American political scientist

Andrew Alexander Michta (born April 4, 1956) is an American political scientist. He is Professor of Strategic Studies at the Hamilton School at the University of Florida. Previously he was a Senior Fellow at the Atlantic Council's GeoStrategy Initiative. From 2016-2023 he was Dean of the College of International and Security Studies at the George C. Marshall European Center for Security Studies in Germany. Previously he was Professor of National Security Affairs at the US Naval War College. He was also an affiliate of the Minda de Gunzburg Center for European Studies, an Adjunct Fellow at the Center for Strategic and International Studies – Europe Program, and an adjunct political scientist at the RAND Corporation. He is a life member of the Council on Foreign Relations.

==Early life and education==
Michta was born in Poland, the son of Józef and Adela (Stokowiec) Michta. He holds a Ph.D. in International Relations from the Johns Hopkins University School of Advanced International Studies (1987).

== Career ==
From 1988–2015 he was the M.W. Buckman Distinguished Professor of International Studies at Rhodes College, a predominantly undergraduate college in Memphis, Tennessee. There he received the Clarence Day Dean's Award for Outstanding Research. He was on leave from 2005 to 09 and from 2011 to 13. In 2015 he left Rhodes and went to teach in the JPME system at the US Naval War College graduate program.
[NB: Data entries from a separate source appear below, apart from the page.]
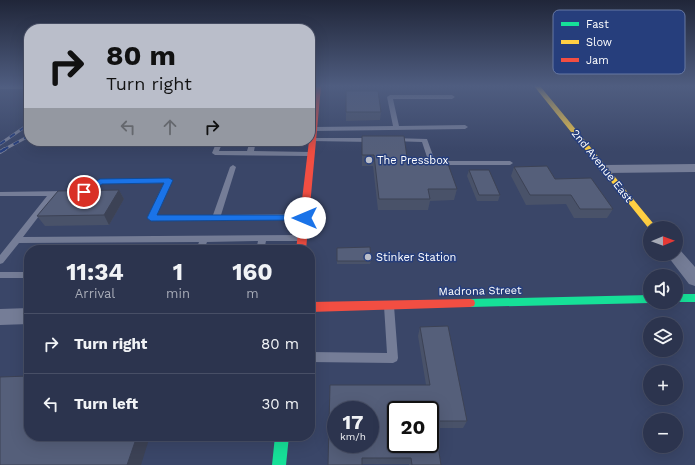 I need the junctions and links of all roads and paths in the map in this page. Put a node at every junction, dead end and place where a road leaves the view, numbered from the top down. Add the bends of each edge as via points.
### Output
1 (392, 108) edge
2 (555, 108) edge
3 (465, 127) dead end
4 (396, 128) junction
5 (315, 129) edge
6 (315, 140) edge
7 (380, 140) edge
8 (388, 140) edge
9 (218, 146) edge
10 (252, 146) edge
11 (312, 146) edge
12 (250, 153) junction
13 (311, 154) junction
14 (510, 163) dead end
15 (233, 167) dead end
16 (695, 168) edge
17 (605, 169) junction
18 (53, 193) junction
19 (0, 194) edge
20 (216, 218) junction
21 (305, 218) junction
22 (647, 221) edge
23 (302, 238) junction
24 (204, 239) junction
25 (262, 239) junction
26 (16, 240) junction
27 (202, 245) edge
28 (261, 245) edge
29 (301, 245) edge
30 (0, 261) edge
31 (680, 261) edge
32 (0, 275) edge
33 (24, 275) edge
34 (695, 280) edge
35 (683, 298) edge
36 (695, 298) edge
37 (643, 299) edge
38 (389, 305) junction
39 (315, 307) edge
40 (24, 316) edge
41 (0, 317) edge
42 (315, 357) edge
43 (281, 441) edge
44 (279, 465) edge

1 - 4 lane
2 - 17 street, 2nd Avenue East
3 - 4 lane
4 - 5 lane
6 - 7 lane
8 - 14 lane via 425,140 432,163
9 - 12 lane via 215,153
10 - 12 lane
11 - 13 street
12 - 13 lane
13 - 21 street
15 - 20 lane
16 - 17 street
17 - 22 street, 2nd Avenue East
18 - 19 lane
18 - 20 lane via 84,192 100,182 169,180 151,218
18 - 26 lane
20 - 21 lane
21 - 23 street
23 - 25 lane
23 - 29 street
24 - 25 lane
24 - 26 lane
24 - 27 lane
25 - 28 lane
26 - 30 lane
31 - 34 street
32 - 33 lane
35 - 36 street
37 - 38 street, Madrona Street
38 - 39 street, Madrona Street
38 - 42 lane via 393,358
40 - 41 street
43 - 44 street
While on leave from Rhodes, from May 2011–13 he was the Senior Transatlantic Fellow and the founding Director of the Warsaw branch office of the German Marshall Fund of the United States. From 2005–09, he was Professor of National Security Studies and Director of Studies of the Senior Executive Seminar at the George C. Marshall European Center for Security Studies in Germany. He was a visiting scholar at the Hoover Institution on War, Revolution and Peace and a research associate at the Institute for European, Russian and Eurasian Studies at George Washington University. From 2000–2001 he was at the Woodrow Wilson Center in Washington, D.C. (2000–2001).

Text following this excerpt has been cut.